For the records below, tally the lines that include the word "down" and report the number alone.

Data records
┄┄┄┄┄┄┄┄┄┄

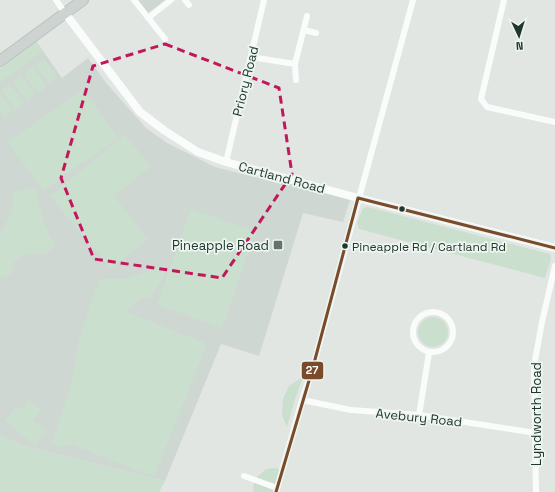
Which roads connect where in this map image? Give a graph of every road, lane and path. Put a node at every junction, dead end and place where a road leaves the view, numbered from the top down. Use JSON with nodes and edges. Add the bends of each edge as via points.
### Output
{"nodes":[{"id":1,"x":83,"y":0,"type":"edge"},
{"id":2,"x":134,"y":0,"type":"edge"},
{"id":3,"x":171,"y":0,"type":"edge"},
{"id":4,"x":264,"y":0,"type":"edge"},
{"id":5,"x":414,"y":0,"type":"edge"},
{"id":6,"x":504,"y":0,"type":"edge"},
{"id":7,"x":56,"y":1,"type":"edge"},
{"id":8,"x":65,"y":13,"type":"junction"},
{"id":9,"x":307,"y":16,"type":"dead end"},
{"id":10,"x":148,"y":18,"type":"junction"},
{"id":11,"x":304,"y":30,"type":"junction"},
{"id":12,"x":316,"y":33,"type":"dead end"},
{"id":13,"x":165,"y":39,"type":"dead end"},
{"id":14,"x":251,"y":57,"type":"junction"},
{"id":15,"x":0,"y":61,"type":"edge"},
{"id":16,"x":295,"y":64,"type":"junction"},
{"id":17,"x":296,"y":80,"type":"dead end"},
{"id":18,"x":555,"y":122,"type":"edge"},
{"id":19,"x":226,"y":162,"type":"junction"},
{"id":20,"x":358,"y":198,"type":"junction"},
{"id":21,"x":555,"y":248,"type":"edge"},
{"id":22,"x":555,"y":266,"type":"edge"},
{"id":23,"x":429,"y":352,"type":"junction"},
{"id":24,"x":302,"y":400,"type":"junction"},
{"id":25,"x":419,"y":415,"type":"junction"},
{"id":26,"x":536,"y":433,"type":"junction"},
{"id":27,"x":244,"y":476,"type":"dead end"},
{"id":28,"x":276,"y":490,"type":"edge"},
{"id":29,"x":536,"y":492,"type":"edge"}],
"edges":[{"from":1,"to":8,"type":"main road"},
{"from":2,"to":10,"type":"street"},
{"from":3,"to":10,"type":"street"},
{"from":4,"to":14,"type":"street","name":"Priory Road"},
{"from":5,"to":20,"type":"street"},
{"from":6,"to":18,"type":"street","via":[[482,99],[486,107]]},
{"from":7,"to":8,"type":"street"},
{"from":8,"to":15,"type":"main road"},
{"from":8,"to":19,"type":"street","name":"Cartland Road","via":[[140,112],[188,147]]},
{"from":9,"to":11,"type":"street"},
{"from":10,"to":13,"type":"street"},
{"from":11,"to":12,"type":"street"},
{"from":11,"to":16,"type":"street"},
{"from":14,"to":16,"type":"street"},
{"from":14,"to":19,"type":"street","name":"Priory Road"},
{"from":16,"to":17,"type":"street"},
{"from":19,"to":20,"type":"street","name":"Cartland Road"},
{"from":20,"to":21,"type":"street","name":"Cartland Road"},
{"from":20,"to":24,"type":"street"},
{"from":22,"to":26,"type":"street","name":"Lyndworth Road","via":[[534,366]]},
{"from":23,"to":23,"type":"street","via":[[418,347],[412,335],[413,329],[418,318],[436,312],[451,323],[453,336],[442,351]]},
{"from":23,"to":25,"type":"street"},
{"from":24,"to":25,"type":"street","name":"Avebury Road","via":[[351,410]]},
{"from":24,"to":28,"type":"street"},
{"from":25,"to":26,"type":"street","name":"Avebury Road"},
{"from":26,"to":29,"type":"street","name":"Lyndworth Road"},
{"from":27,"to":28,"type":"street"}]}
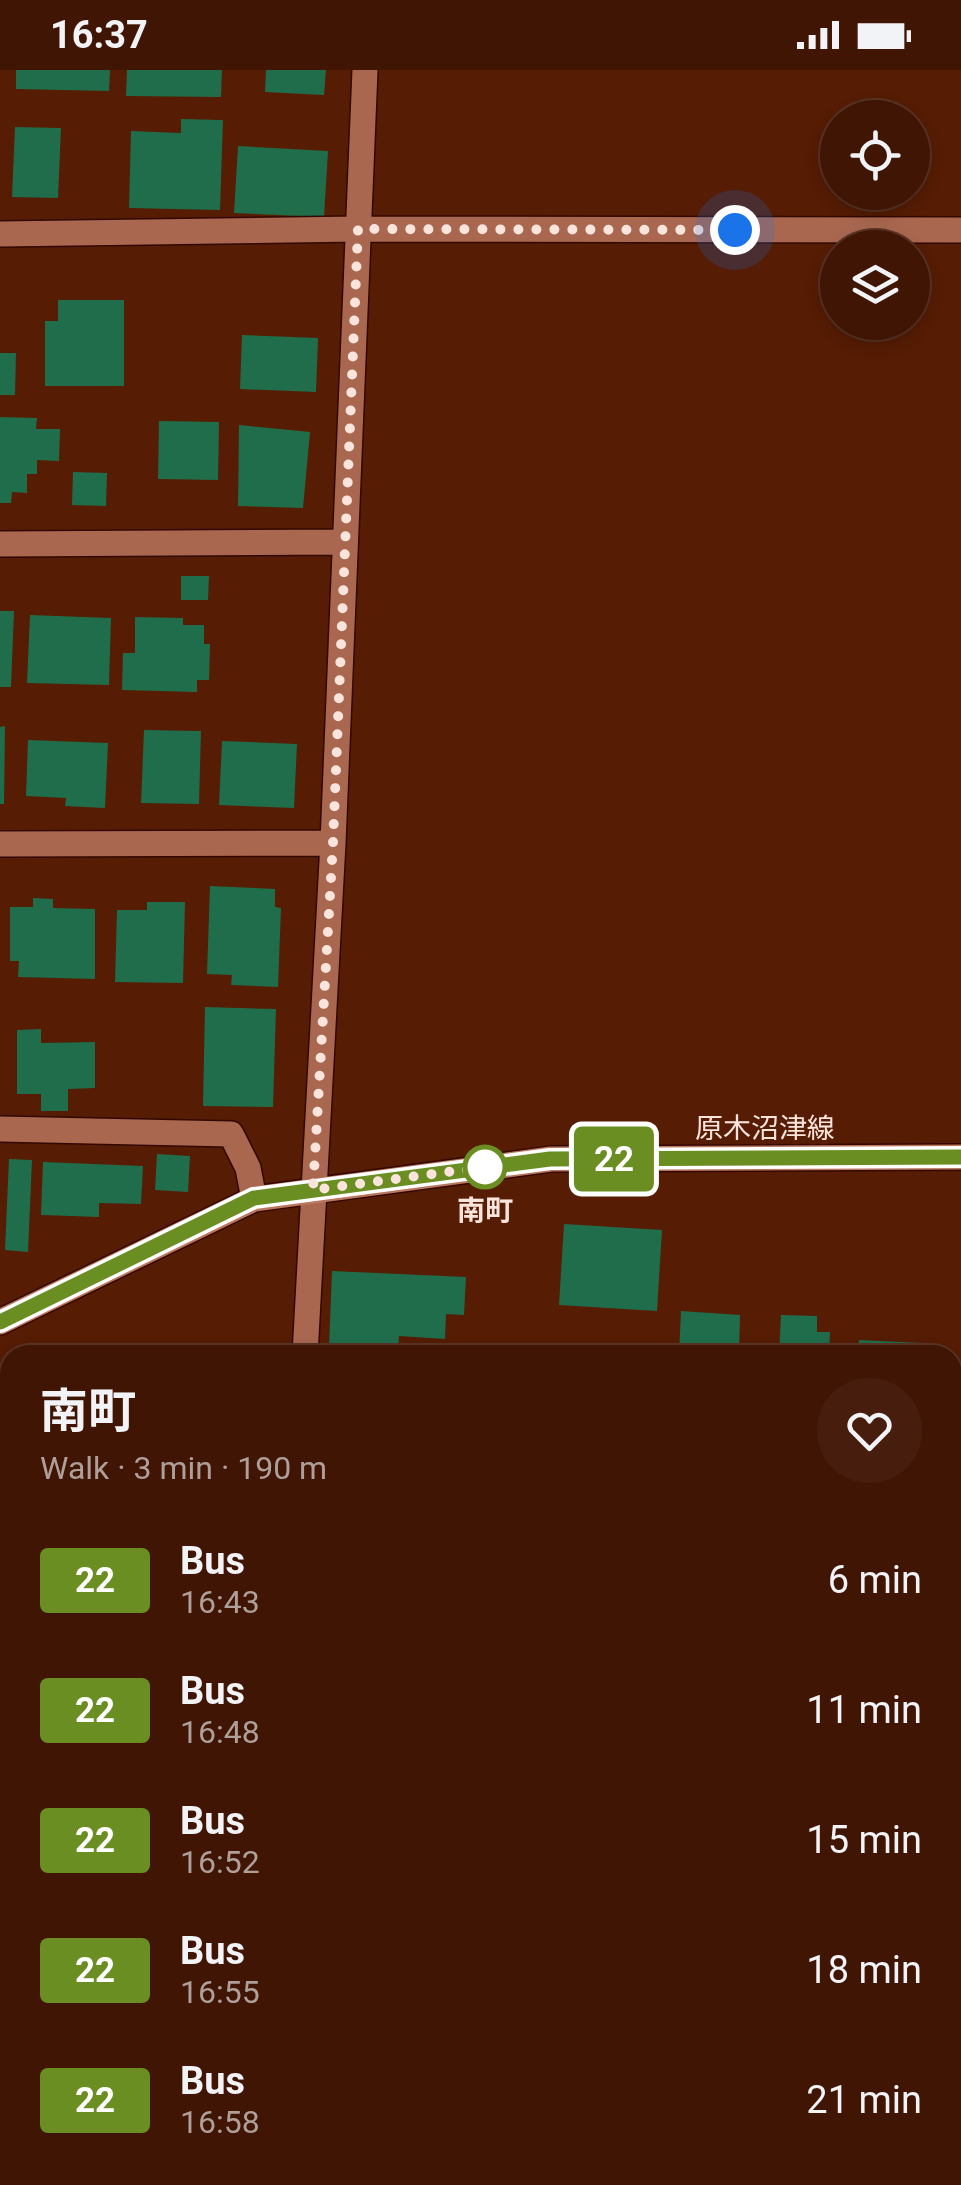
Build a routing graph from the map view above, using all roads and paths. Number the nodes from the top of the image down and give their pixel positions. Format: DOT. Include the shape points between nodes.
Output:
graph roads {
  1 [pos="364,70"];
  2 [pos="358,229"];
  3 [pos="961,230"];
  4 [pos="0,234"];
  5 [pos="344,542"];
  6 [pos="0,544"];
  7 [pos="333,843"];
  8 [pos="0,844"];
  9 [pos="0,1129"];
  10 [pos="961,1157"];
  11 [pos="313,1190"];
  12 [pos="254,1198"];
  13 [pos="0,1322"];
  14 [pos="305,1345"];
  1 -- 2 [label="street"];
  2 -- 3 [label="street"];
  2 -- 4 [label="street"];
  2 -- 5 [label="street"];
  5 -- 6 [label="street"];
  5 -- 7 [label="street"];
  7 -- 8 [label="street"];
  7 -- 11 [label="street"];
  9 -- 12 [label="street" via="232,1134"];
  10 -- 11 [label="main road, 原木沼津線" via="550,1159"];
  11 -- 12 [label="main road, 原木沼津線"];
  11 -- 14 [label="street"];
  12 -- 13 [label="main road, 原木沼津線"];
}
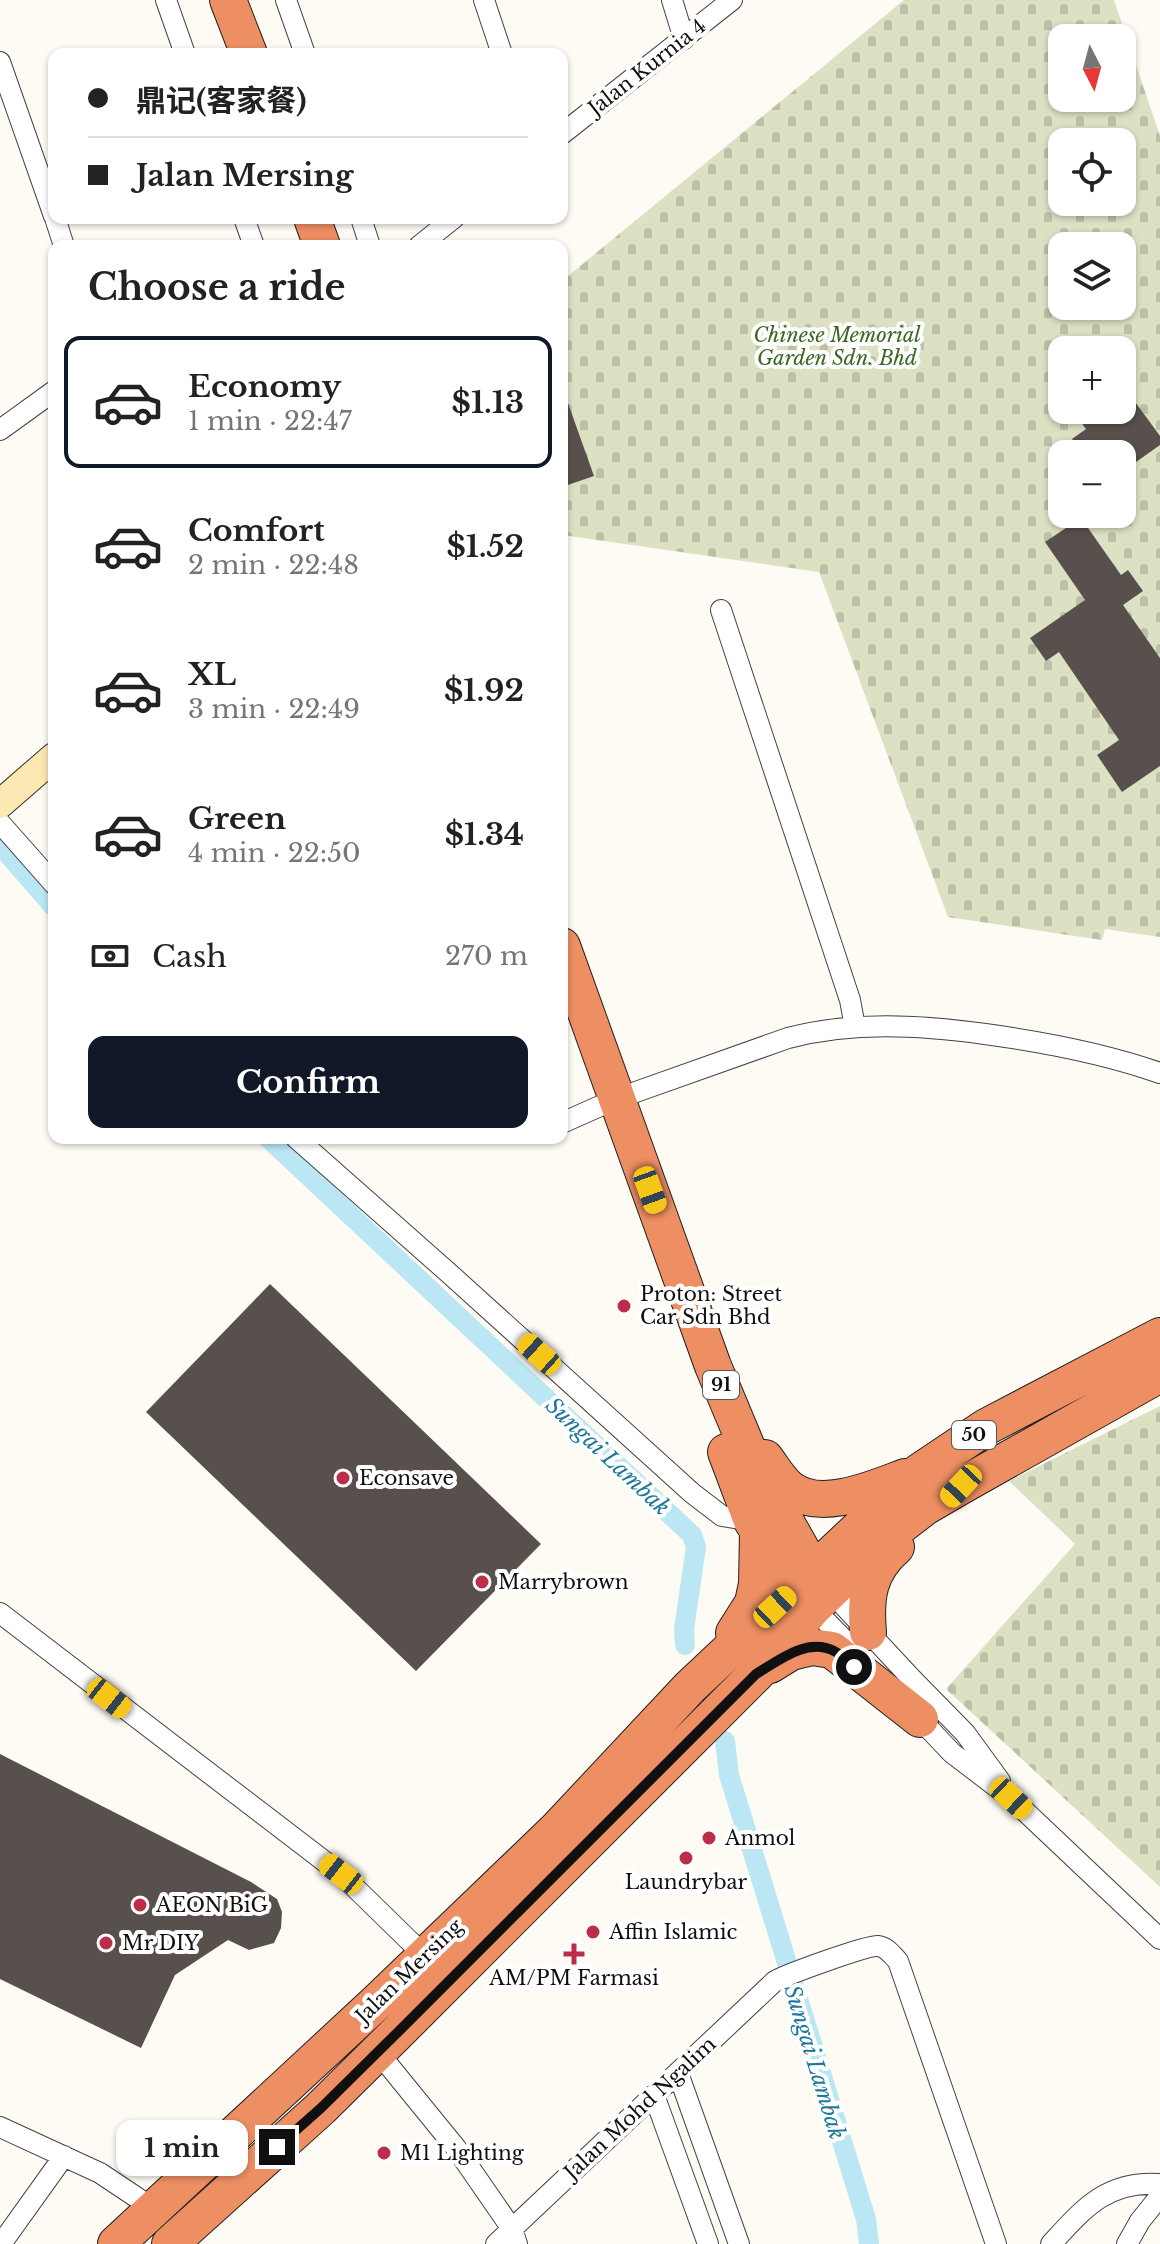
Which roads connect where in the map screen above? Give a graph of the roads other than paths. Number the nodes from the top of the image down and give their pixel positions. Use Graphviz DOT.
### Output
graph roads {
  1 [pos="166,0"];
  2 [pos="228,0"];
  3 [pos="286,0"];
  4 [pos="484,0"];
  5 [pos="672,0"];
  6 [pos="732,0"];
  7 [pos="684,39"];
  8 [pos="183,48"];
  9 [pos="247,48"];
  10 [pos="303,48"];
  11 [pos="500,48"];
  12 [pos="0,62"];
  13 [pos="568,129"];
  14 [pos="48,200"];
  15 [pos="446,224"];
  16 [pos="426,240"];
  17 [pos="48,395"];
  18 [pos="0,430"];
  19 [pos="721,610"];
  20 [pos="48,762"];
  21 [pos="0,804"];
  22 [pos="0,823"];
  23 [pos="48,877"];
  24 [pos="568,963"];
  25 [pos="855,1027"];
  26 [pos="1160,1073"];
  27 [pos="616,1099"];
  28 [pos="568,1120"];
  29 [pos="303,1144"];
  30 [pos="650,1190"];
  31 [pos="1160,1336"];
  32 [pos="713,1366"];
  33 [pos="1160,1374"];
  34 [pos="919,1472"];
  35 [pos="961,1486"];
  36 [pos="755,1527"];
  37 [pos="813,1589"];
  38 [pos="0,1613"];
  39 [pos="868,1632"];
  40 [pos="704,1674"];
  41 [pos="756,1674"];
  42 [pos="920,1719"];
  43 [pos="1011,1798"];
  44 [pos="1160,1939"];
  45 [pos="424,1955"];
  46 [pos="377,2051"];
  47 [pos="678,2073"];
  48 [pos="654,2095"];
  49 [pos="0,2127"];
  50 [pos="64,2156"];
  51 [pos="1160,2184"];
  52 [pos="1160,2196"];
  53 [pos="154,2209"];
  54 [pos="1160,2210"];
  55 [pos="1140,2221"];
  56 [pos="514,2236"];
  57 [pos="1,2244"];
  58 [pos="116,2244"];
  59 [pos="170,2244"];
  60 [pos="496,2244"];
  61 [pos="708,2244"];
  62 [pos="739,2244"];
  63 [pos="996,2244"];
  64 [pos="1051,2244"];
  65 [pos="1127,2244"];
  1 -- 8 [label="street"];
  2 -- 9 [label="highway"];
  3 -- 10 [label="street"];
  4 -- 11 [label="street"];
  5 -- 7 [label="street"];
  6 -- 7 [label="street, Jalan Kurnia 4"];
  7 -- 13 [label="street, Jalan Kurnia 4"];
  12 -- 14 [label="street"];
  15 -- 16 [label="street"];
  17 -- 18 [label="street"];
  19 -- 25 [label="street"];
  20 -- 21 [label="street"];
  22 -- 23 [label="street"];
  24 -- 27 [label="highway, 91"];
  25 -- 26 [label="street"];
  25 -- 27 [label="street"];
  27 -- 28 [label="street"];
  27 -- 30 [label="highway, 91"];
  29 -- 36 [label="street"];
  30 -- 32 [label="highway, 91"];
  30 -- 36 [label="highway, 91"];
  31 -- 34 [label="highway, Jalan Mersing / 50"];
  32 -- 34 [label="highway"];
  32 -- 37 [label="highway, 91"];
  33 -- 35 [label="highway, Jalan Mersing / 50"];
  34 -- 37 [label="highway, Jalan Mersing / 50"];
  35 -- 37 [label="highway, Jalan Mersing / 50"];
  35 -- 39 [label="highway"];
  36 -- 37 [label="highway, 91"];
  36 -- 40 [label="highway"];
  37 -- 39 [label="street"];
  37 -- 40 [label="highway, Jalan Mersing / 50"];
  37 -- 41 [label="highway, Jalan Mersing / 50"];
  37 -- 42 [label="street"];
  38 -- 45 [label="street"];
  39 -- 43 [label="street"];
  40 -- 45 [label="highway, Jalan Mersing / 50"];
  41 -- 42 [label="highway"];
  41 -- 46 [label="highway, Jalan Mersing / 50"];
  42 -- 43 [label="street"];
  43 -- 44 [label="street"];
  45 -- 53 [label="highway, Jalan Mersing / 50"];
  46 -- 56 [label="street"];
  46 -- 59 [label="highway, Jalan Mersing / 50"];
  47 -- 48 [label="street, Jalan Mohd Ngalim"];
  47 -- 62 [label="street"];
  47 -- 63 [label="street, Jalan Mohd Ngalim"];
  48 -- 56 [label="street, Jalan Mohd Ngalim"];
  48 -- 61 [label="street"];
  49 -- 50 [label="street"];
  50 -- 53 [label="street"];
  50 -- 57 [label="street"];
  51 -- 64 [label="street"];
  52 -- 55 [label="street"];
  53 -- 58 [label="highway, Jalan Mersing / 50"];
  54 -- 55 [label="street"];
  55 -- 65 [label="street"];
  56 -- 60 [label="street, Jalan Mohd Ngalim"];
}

┄┄┄┄┄┄┄┄┄┄

__Task response__.
3